Comparison of Options

About Prescribed Minimum Benefits (PMBs)
Prescribed Minimum Benefit Conditions
In terms of the Medical Schemes Act, 131 of 1998 and its regulations, all medical schemes must cover the costs related to the diagnosis, treatment and care of:
- Any life-threatening emergency medical condition
- A defined set of 271 diagnosis
- 26 chronic conditions.
The cover for the treatment of these conditions is known as the Prescribed Minimum Benefits (PMBs).
All medical schemes in South Africa are obligated to include the Prescribed Minimum Benefits in their health plans. However, members must meet certain requirements before they can benefit from the Prescribed Minimum Benefits.
The three requirements are:
- The medical condition must be part of the list of defined PMB conditions.
- The treatment needed must match the treatments in the defined benefits on the PMB list.
- Members must use Network Providers. However, in the case of life-threatening emergencies this does not necessarily apply.
Additional information about Prescribed Minimum Benefits
This is only available to the SABMAS Comprehensive Option.

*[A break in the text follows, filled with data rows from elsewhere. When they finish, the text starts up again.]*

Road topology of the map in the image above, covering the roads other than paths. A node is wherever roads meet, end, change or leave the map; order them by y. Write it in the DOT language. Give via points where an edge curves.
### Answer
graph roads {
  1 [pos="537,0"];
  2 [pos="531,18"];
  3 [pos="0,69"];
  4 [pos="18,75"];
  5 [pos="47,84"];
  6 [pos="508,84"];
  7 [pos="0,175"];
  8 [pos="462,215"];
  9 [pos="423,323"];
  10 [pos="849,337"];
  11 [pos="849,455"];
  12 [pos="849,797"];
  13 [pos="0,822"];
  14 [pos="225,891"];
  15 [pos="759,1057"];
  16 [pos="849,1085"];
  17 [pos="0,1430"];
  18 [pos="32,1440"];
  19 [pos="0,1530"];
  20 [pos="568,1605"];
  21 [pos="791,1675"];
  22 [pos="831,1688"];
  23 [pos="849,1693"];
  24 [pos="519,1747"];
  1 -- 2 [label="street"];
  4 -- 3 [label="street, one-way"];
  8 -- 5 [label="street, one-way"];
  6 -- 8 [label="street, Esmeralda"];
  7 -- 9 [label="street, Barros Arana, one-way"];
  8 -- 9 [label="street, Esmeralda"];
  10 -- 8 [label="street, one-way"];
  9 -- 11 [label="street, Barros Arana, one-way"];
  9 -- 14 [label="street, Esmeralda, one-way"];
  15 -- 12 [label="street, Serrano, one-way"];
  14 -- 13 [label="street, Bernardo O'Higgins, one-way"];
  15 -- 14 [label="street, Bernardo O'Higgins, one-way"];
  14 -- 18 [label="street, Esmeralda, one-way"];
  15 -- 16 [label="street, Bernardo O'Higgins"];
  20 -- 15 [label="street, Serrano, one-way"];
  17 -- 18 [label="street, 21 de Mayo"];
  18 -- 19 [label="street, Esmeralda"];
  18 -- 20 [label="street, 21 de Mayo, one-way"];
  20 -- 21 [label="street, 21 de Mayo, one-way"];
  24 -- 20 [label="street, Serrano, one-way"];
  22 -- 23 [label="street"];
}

We allocate your Medical Savings Account (MSA) quarterly. You can use it for some medical expenses, including co-payments and discretionary medical spend (such as over-the-counter medicines and fees in excess of the Scheme Rate).
Chronic Benefit
Click here to find out more about the Chronic Illness Benefit.
Scheme Rate
This is the rate set by SAB Medical Aid at which claims for services by healthcare providers (hospitals, pharmacies and GPs) are paid.
Limits
There are some healthcare services such as dentistry that are subject to annual limits. It is important for you to familiarise yourself with these limits and to track your usage. SABMAS Medical Aid members are able to do so via this website once they have logged in.
Hospital cover
This is the cover you get when you are admitted to hospital for emergency and planned hospital admissions. You have to get authorisation from SAB Medical Aid for your hospital stay. Your hospital cover is made up of your hospital account and related accounts. A related account is an account from your treating doctor, anaesthetist and any other approved healthcare services such as pathology or radiology.
Day-to-day cover
Day-to-day cover includes your visits to healthcare providers out of hospital, radiology, pathology and medicine purchased for everyday use. We cover your day-to-day healthcare services from the relevant benefit limit, overall annual limit or Medical Savings Account (only applicable to the Comprehensive Options) depending on the healthcare services you are using.
Surcharges
Some of your benefits are funded at 80% of the Scheme Rate. In these instances, we will pay the claim at 100% and the 20% difference will be paid as follows:
- From your Medical Savings Account, if you are on the Comprehensive Option and have funds available
- If you don’t have funds available in your MSA, or if you are on the Essential Option, the amount will be:
- Deducted from your salary by your employer or
- Deducted as a debit order from your bank account if you are not employed by one of the employer groups, for example a pensioner.